Pendant près de deux heures, voilà ces femmes qui cherchent à s’en sortir, ou, à tout le moins, à exister. Bien souvent dans de gigantesques tableaux tirant profit de la très grande scène de l’Usine C, où des groupes de personnages semblent presque se répondre à travers les générations, leurs voix qui empiétant les unes sur les autres, qui se complétant lors de certains échanges.
Et à travers ce chaos vocal et visuel, on trouve une certaine sérénité, quelque chose comme une centralité, peut-être. Un cordon ombilical, bref, qui relie tout ce beau monde.

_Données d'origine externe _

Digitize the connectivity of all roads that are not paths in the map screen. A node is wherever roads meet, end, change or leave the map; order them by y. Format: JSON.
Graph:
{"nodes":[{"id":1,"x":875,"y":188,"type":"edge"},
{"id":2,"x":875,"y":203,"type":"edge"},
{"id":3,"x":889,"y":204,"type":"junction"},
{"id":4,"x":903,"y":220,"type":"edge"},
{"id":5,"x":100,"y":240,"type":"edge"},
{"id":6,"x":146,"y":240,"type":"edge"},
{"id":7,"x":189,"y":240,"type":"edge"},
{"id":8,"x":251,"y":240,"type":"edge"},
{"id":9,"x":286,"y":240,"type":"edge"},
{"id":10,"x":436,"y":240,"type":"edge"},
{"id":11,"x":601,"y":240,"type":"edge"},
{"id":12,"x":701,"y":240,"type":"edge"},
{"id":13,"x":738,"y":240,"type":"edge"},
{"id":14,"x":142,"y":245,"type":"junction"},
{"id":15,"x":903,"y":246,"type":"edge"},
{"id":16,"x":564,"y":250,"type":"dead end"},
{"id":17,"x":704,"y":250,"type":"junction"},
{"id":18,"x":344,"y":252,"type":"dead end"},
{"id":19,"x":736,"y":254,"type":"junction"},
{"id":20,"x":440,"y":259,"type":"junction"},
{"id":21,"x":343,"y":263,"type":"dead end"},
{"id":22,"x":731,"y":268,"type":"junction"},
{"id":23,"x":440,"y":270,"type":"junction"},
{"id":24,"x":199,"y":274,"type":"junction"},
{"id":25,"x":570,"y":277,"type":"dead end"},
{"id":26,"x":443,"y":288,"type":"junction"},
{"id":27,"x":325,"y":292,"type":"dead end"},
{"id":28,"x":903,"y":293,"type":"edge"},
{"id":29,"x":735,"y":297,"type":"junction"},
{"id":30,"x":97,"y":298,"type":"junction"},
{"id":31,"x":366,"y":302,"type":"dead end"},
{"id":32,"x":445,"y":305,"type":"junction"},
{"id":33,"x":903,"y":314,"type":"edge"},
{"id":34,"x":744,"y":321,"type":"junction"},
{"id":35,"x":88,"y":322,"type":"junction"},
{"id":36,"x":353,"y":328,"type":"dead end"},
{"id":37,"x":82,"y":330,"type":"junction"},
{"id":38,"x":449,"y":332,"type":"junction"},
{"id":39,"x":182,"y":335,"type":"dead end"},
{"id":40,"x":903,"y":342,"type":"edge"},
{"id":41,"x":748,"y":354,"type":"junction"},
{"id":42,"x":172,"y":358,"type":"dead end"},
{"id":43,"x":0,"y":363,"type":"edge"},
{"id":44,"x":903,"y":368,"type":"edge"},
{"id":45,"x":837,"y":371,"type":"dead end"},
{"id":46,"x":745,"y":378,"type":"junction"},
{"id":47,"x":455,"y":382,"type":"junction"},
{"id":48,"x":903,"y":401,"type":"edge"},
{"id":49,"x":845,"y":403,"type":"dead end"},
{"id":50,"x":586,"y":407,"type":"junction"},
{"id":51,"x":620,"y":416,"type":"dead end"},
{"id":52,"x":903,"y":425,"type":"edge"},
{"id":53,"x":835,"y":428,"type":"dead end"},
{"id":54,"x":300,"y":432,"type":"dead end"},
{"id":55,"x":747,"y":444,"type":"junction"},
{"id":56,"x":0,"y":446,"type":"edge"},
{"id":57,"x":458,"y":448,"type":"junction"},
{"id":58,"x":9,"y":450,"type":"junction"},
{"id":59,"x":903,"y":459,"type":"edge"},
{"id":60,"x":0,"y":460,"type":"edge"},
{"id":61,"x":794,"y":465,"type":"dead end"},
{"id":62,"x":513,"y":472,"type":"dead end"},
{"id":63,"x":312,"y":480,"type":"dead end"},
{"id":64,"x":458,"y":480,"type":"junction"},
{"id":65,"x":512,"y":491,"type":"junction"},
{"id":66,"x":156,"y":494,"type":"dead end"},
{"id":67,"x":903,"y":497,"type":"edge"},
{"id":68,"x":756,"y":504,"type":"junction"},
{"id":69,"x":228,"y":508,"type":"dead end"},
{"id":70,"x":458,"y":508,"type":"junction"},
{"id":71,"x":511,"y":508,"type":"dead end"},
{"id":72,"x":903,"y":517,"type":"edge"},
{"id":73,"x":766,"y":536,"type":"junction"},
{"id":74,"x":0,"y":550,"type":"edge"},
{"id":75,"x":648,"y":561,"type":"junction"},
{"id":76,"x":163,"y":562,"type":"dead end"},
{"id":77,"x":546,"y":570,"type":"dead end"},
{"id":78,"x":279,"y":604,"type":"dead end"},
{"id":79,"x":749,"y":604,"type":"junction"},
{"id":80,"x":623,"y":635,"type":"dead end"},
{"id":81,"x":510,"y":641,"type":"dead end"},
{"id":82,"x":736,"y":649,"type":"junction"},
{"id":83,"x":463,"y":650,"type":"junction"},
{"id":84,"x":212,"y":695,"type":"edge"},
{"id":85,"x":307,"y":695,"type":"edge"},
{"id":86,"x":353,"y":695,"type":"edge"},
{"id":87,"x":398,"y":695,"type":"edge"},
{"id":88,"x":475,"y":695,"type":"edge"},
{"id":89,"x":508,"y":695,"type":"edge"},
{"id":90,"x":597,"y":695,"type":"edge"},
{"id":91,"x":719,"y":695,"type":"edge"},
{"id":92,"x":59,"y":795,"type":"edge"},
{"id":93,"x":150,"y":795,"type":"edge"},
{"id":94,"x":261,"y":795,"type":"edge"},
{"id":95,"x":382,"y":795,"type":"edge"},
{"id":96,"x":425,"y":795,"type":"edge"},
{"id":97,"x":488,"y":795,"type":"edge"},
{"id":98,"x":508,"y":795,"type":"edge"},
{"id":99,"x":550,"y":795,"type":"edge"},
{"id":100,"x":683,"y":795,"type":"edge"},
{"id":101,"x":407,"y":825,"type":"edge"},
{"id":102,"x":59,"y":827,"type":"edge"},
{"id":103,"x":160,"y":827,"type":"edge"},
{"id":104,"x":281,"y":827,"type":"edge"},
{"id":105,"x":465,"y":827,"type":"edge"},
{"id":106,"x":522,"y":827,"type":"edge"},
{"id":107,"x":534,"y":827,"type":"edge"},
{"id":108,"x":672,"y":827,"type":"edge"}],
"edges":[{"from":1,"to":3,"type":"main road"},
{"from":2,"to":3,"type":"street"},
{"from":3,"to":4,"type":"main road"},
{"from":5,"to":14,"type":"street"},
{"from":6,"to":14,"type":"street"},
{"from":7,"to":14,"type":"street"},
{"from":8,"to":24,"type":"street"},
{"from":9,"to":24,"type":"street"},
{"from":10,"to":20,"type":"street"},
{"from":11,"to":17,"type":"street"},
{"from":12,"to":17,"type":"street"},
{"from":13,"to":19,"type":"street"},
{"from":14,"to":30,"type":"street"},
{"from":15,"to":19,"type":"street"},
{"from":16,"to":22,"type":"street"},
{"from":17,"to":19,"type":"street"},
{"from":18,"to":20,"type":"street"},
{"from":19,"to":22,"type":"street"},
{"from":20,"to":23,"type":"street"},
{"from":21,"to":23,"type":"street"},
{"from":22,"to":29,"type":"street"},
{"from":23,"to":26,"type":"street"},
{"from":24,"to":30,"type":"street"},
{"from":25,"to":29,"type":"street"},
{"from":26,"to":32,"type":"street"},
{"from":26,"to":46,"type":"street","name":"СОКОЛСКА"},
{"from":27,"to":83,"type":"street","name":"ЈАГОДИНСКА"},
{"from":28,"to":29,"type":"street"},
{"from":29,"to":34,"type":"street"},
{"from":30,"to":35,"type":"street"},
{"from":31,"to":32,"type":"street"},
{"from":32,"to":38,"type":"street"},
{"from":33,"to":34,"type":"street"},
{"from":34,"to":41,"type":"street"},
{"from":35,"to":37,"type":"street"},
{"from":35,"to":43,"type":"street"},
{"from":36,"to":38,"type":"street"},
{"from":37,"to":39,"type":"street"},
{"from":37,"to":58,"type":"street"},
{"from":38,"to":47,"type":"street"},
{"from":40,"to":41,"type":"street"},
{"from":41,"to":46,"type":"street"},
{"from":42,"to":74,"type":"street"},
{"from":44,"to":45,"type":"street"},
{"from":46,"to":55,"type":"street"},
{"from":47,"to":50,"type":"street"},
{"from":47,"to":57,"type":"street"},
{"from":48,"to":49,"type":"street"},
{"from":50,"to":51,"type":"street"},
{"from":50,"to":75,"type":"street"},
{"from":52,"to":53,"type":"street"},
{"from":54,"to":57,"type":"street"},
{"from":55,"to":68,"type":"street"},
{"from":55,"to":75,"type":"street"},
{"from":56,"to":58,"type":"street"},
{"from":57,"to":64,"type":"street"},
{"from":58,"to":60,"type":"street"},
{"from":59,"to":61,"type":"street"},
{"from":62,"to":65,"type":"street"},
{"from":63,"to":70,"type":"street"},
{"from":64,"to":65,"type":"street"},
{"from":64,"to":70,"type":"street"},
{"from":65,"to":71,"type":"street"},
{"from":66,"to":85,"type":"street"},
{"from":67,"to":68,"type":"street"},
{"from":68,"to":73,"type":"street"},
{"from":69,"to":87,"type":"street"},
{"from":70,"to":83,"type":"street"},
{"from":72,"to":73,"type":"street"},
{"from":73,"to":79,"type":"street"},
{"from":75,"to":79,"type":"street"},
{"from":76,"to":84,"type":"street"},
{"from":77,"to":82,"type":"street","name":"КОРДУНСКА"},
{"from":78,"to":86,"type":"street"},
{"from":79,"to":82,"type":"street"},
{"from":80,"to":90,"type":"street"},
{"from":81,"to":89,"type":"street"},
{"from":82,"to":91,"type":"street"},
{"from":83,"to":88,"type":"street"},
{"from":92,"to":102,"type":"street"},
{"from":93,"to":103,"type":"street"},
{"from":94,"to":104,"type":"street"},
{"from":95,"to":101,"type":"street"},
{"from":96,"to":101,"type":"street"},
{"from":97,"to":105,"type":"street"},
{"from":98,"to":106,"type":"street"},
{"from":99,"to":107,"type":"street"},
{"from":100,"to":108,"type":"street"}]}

On comprend, d’ailleurs, l’idée de faire se télescoper certaines répliques et de forcer, à quelques reprises, le spectateur à devoir choisir ses interprètes, ou encore choisir les espaces scéniques sur lesquels il veut concentrer son attention. Comme si cette question du suicide avait des allures de nuée d’abeilles, généralement toutes unies, mais aussi capables d’indépendance.
Quelques irritants
Ce qui accroche beaucoup, cependant, c’est d’abord cette tendance à s’appuyer sur des visuels et des bruits stridents pour symboliser un changement de scène, par exemple, ou encore donner le temps de réarranger des éléments de décor. La méthode fonctionne une fois, peut-être deux. À la troisième occasion, on se prend à grincer des dents. Il y a tout de même des limites à vouloir tomber sur les nerfs du public.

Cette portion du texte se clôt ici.